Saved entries

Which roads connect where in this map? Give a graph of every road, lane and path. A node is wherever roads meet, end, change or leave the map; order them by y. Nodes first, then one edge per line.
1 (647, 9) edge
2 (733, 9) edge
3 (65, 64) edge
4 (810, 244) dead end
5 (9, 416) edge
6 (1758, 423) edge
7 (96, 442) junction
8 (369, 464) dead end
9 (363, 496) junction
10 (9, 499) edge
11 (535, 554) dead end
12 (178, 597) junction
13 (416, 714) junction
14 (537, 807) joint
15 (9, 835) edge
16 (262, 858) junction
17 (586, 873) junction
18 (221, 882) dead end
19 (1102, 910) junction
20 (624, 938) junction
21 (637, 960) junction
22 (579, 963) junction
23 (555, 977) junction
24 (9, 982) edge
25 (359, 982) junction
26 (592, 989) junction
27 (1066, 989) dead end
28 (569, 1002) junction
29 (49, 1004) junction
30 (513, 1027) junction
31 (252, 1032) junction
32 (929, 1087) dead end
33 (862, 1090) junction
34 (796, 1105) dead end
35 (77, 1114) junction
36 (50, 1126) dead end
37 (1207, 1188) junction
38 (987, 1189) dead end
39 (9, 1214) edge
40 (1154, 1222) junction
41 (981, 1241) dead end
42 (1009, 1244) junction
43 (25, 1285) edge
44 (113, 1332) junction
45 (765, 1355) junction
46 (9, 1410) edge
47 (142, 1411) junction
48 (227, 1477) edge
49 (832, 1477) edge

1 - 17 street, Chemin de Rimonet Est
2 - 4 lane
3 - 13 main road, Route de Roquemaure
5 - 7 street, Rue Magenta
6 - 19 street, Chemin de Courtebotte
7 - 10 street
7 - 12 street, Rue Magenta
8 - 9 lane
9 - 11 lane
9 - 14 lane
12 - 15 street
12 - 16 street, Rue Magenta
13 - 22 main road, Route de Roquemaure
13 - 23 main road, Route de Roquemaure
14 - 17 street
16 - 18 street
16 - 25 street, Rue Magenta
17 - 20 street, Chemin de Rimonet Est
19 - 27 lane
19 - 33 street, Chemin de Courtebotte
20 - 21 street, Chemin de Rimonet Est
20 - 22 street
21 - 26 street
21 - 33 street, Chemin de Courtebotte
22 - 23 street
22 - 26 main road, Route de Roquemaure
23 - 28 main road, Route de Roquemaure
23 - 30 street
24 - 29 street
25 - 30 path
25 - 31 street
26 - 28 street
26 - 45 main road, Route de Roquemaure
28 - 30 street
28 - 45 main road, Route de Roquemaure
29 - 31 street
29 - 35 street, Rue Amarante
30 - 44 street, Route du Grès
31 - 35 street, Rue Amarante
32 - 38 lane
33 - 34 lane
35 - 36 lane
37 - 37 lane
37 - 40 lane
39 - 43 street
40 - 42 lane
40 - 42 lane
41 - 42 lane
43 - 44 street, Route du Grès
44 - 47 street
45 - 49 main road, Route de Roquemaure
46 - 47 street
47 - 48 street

■ **The task**
The records above are to be printed out again exactly, without omission.

■ **Written solution**
Which roads connect where in this map? Give a graph of every road, lane and path. A node is wherever roads meet, end, change or leave the map; order them by y. Nodes first, then one edge per line.
1 (647, 9) edge
2 (733, 9) edge
3 (65, 64) edge
4 (810, 244) dead end
5 (9, 416) edge
6 (1758, 423) edge
7 (96, 442) junction
8 (369, 464) dead end
9 (363, 496) junction
10 (9, 499) edge
11 (535, 554) dead end
12 (178, 597) junction
13 (416, 714) junction
14 (537, 807) joint
15 (9, 835) edge
16 (262, 858) junction
17 (586, 873) junction
18 (221, 882) dead end
19 (1102, 910) junction
20 (624, 938) junction
21 (637, 960) junction
22 (579, 963) junction
23 (555, 977) junction
24 (9, 982) edge
25 (359, 982) junction
26 (592, 989) junction
27 (1066, 989) dead end
28 (569, 1002) junction
29 (49, 1004) junction
30 (513, 1027) junction
31 (252, 1032) junction
32 (929, 1087) dead end
33 (862, 1090) junction
34 (796, 1105) dead end
35 (77, 1114) junction
36 (50, 1126) dead end
37 (1207, 1188) junction
38 (987, 1189) dead end
39 (9, 1214) edge
40 (1154, 1222) junction
41 (981, 1241) dead end
42 (1009, 1244) junction
43 (25, 1285) edge
44 (113, 1332) junction
45 (765, 1355) junction
46 (9, 1410) edge
47 (142, 1411) junction
48 (227, 1477) edge
49 (832, 1477) edge

1 - 17 street, Chemin de Rimonet Est
2 - 4 lane
3 - 13 main road, Route de Roquemaure
5 - 7 street, Rue Magenta
6 - 19 street, Chemin de Courtebotte
7 - 10 street
7 - 12 street, Rue Magenta
8 - 9 lane
9 - 11 lane
9 - 14 lane
12 - 15 street
12 - 16 street, Rue Magenta
13 - 22 main road, Route de Roquemaure
13 - 23 main road, Route de Roquemaure
14 - 17 street
16 - 18 street
16 - 25 street, Rue Magenta
17 - 20 street, Chemin de Rimonet Est
19 - 27 lane
19 - 33 street, Chemin de Courtebotte
20 - 21 street, Chemin de Rimonet Est
20 - 22 street
21 - 26 street
21 - 33 street, Chemin de Courtebotte
22 - 23 street
22 - 26 main road, Route de Roquemaure
23 - 28 main road, Route de Roquemaure
23 - 30 street
24 - 29 street
25 - 30 path
25 - 31 street
26 - 28 street
26 - 45 main road, Route de Roquemaure
28 - 30 street
28 - 45 main road, Route de Roquemaure
29 - 31 street
29 - 35 street, Rue Amarante
30 - 44 street, Route du Grès
31 - 35 street, Rue Amarante
32 - 38 lane
33 - 34 lane
35 - 36 lane
37 - 37 lane
37 - 40 lane
39 - 43 street
40 - 42 lane
40 - 42 lane
41 - 42 lane
43 - 44 street, Route du Grès
44 - 47 street
45 - 49 main road, Route de Roquemaure
46 - 47 street
47 - 48 street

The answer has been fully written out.